-- Exercise requirements --
Copy the entries below word for word, minus the pictures.

-- Stored items --
+===+
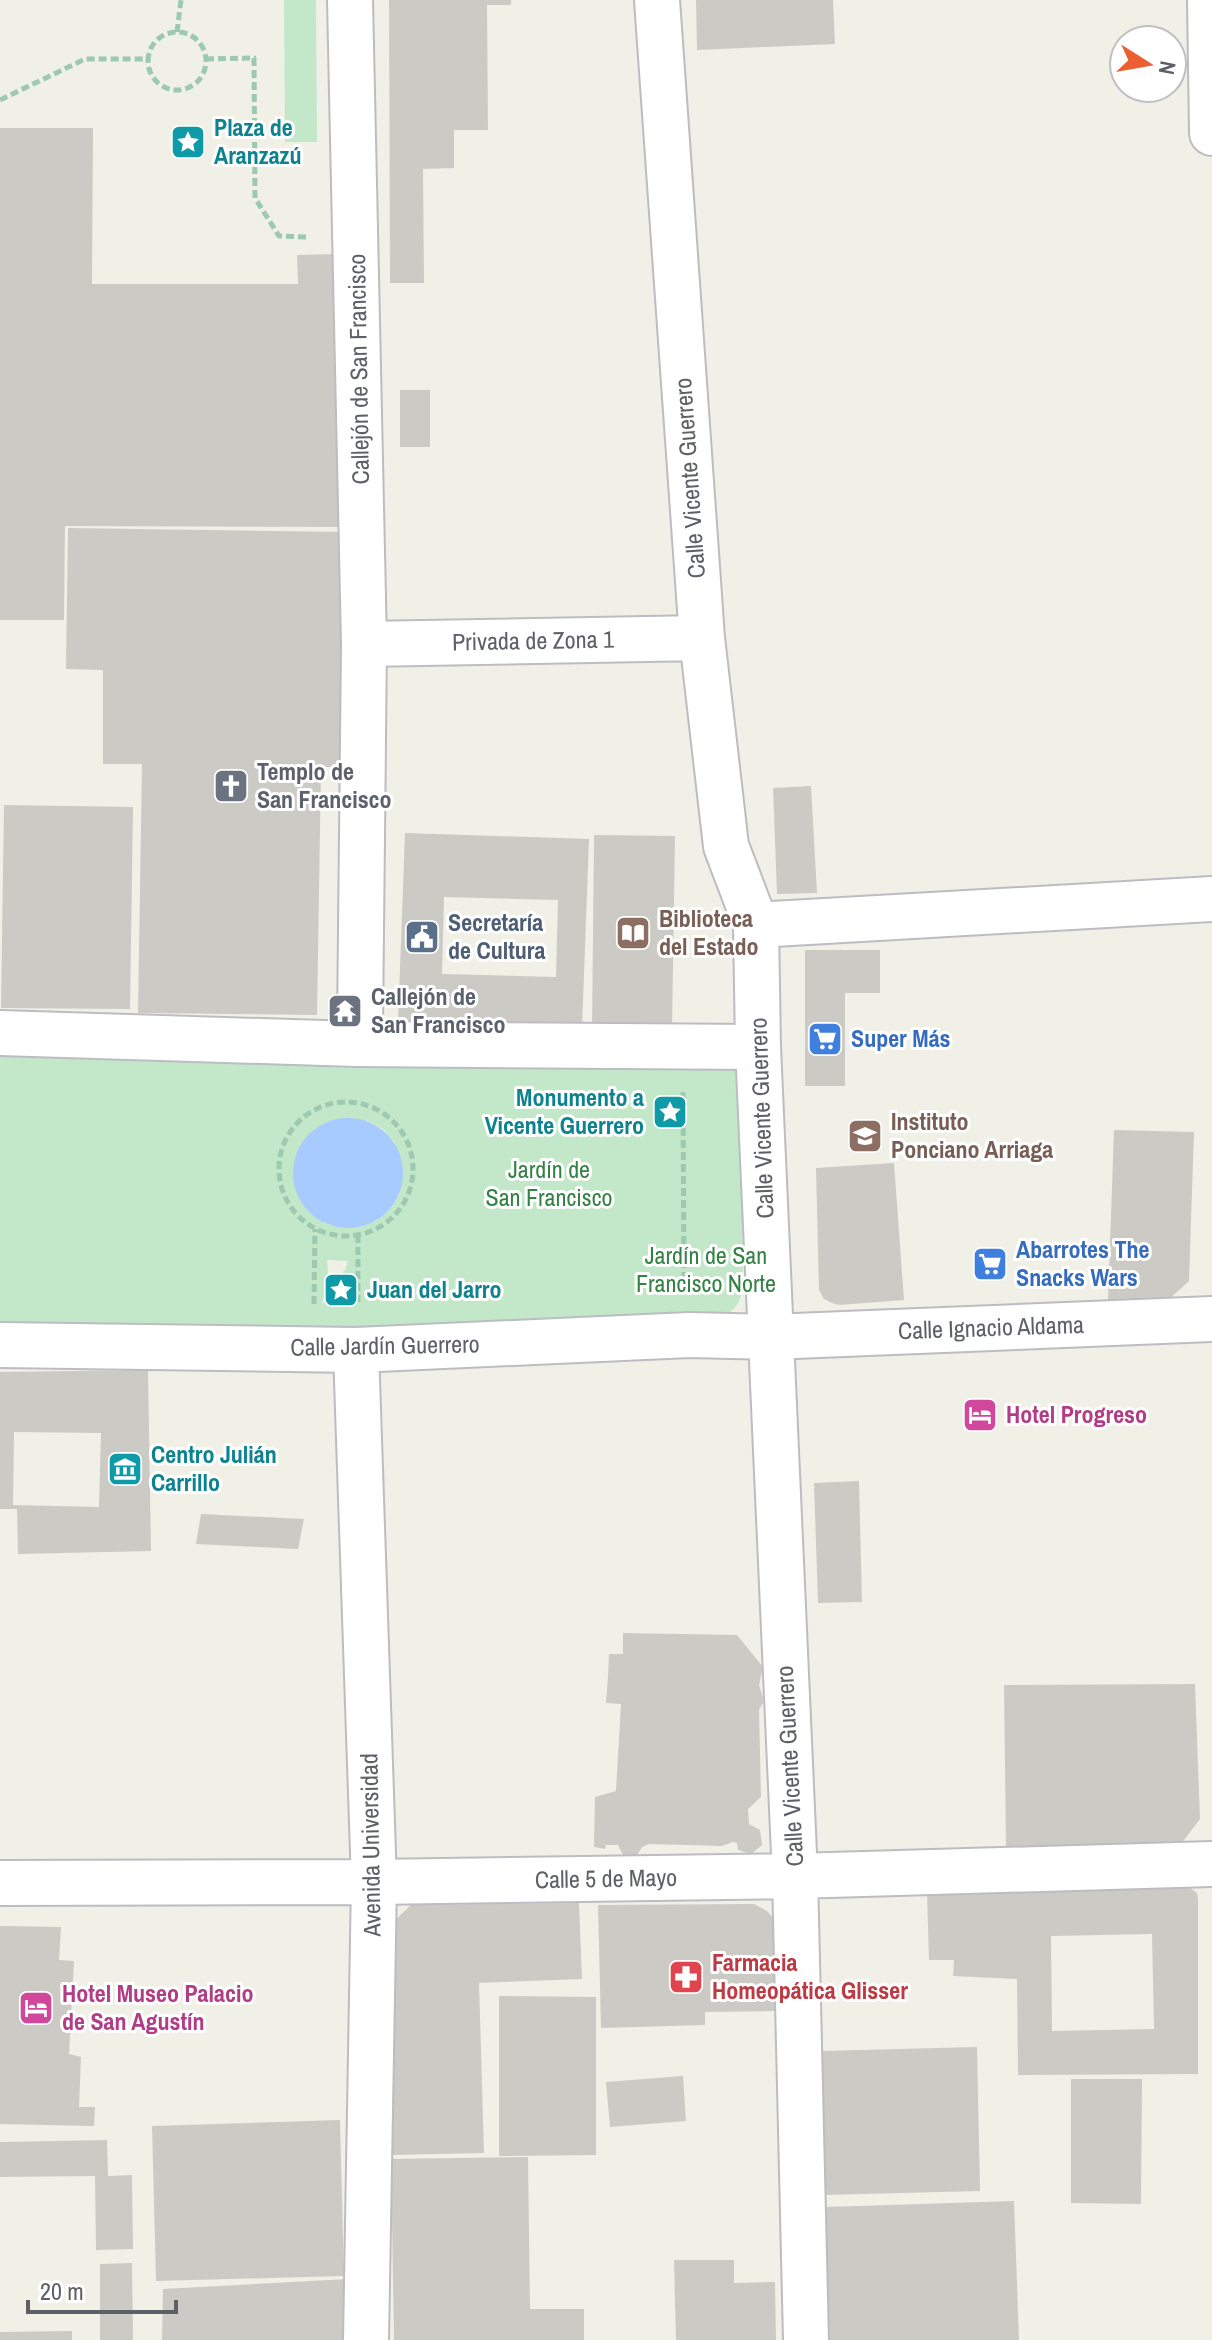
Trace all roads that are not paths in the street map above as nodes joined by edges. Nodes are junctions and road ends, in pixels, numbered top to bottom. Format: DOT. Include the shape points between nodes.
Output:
graph roads {
  1 [pos="350,0"];
  2 [pos="657,0"];
  3 [pos="1210,0"];
  4 [pos="1212,133"];
  5 [pos="702,638"];
  6 [pos="364,644"];
  7 [pos="1212,899"];
  8 [pos="756,925"];
  9 [pos="360,1025"];
  10 [pos="0,1033"];
  11 [pos="758,1047"];
  12 [pos="1212,1319"];
  13 [pos="770,1337"];
  14 [pos="0,1345"];
  15 [pos="335,1350"];
  16 [pos="1212,1864"];
  17 [pos="795,1876"];
  18 [pos="374,1882"];
  19 [pos="0,1883"];
  20 [pos="366,2340"];
  21 [pos="806,2340"];
  1 -- 6 [label="street, Callejón de San Francisco"];
  2 -- 5 [label="street, Calle Vicente Guerrero"];
  3 -- 4 [label="street"];
  5 -- 6 [label="street, Privada de Zona 1"];
  5 -- 8 [label="street, Calle Vicente Guerrero" via="726,846"];
  6 -- 9 [label="street, Callejón de San Francisco"];
  7 -- 8 [label="street"];
  8 -- 11 [label="street, Calle Vicente Guerrero"];
  10 -- 11 [label="street" via="356,1044"];
  11 -- 13 [label="street, Calle Vicente Guerrero"];
  12 -- 13 [label="street, Calle Ignacio Aldama"];
  13 -- 15 [label="street, Calle Jardín Guerrero" via="689,1335"];
  13 -- 17 [label="street, Calle Vicente Guerrero"];
  14 -- 15 [label="street, Calle Jardín Guerrero"];
  15 -- 18 [label="street, Avenida Universidad"];
  16 -- 17 [label="street, Calle 5 de Mayo"];
  17 -- 18 [label="street, Calle 5 de Mayo"];
  17 -- 21 [label="street, Calle Vicente Guerrero"];
  18 -- 19 [label="street, Calle 5 de Mayo"];
  18 -- 20 [label="street, Avenida Universidad"];
}
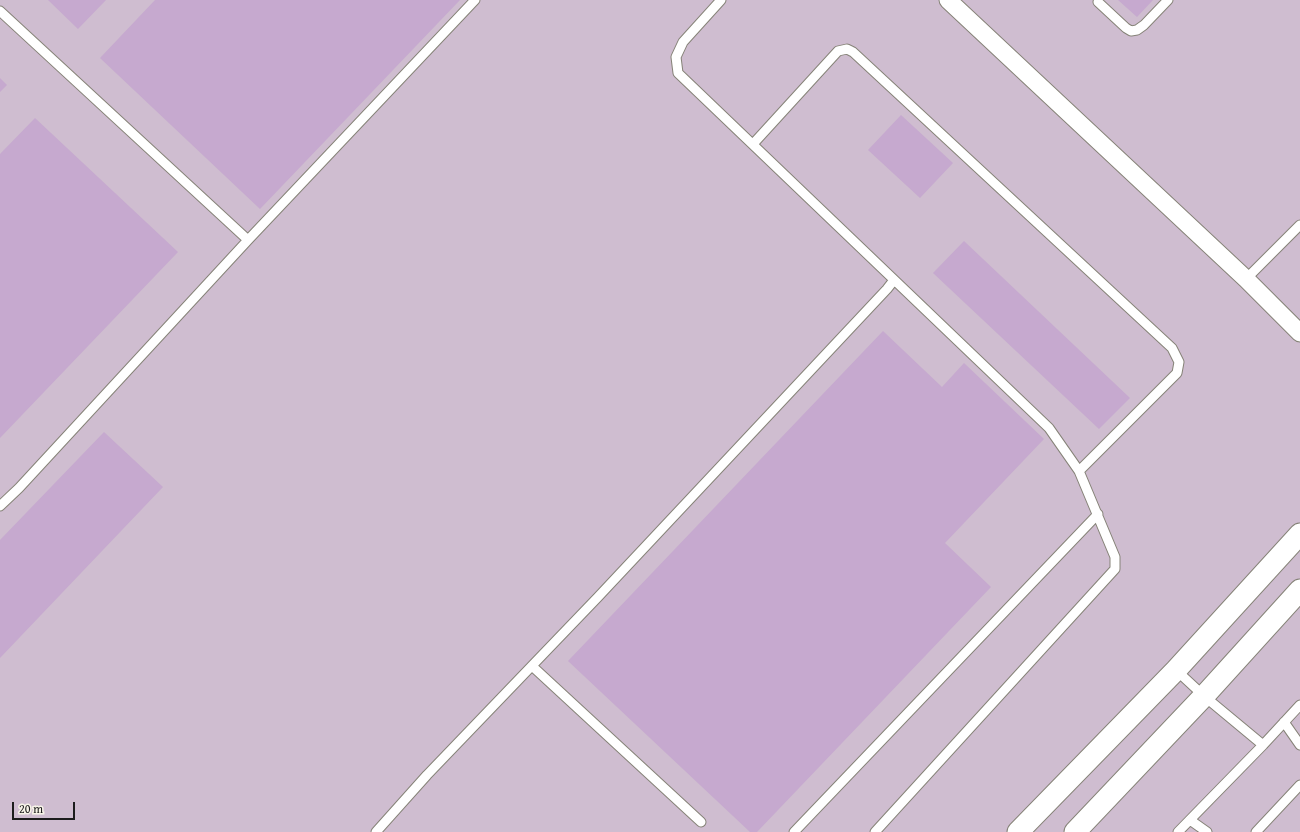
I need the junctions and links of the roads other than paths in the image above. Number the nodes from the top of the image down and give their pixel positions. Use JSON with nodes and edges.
+===+
-- Solution --
Trace all roads that are not paths in the street map above as nodes joined by edges. Nodes are junctions and road ends, in pixels, numbered top to bottom. Format: DOT. Include the shape points between nodes.
Output:
graph roads {
  1 [pos="350,0"];
  2 [pos="657,0"];
  3 [pos="1210,0"];
  4 [pos="1212,133"];
  5 [pos="702,638"];
  6 [pos="364,644"];
  7 [pos="1212,899"];
  8 [pos="756,925"];
  9 [pos="360,1025"];
  10 [pos="0,1033"];
  11 [pos="758,1047"];
  12 [pos="1212,1319"];
  13 [pos="770,1337"];
  14 [pos="0,1345"];
  15 [pos="335,1350"];
  16 [pos="1212,1864"];
  17 [pos="795,1876"];
  18 [pos="374,1882"];
  19 [pos="0,1883"];
  20 [pos="366,2340"];
  21 [pos="806,2340"];
  1 -- 6 [label="street, Callejón de San Francisco"];
  2 -- 5 [label="street, Calle Vicente Guerrero"];
  3 -- 4 [label="street"];
  5 -- 6 [label="street, Privada de Zona 1"];
  5 -- 8 [label="street, Calle Vicente Guerrero" via="726,846"];
  6 -- 9 [label="street, Callejón de San Francisco"];
  7 -- 8 [label="street"];
  8 -- 11 [label="street, Calle Vicente Guerrero"];
  10 -- 11 [label="street" via="356,1044"];
  11 -- 13 [label="street, Calle Vicente Guerrero"];
  12 -- 13 [label="street, Calle Ignacio Aldama"];
  13 -- 15 [label="street, Calle Jardín Guerrero" via="689,1335"];
  13 -- 17 [label="street, Calle Vicente Guerrero"];
  14 -- 15 [label="street, Calle Jardín Guerrero"];
  15 -- 18 [label="street, Avenida Universidad"];
  16 -- 17 [label="street, Calle 5 de Mayo"];
  17 -- 18 [label="street, Calle 5 de Mayo"];
  17 -- 21 [label="street, Calle Vicente Guerrero"];
  18 -- 19 [label="street, Calle 5 de Mayo"];
  18 -- 20 [label="street, Avenida Universidad"];
}
I need the junctions and links of the roads other than paths in the image above. Number the nodes from the top of the image down and give their pixel positions. Use JSON with nodes and edges.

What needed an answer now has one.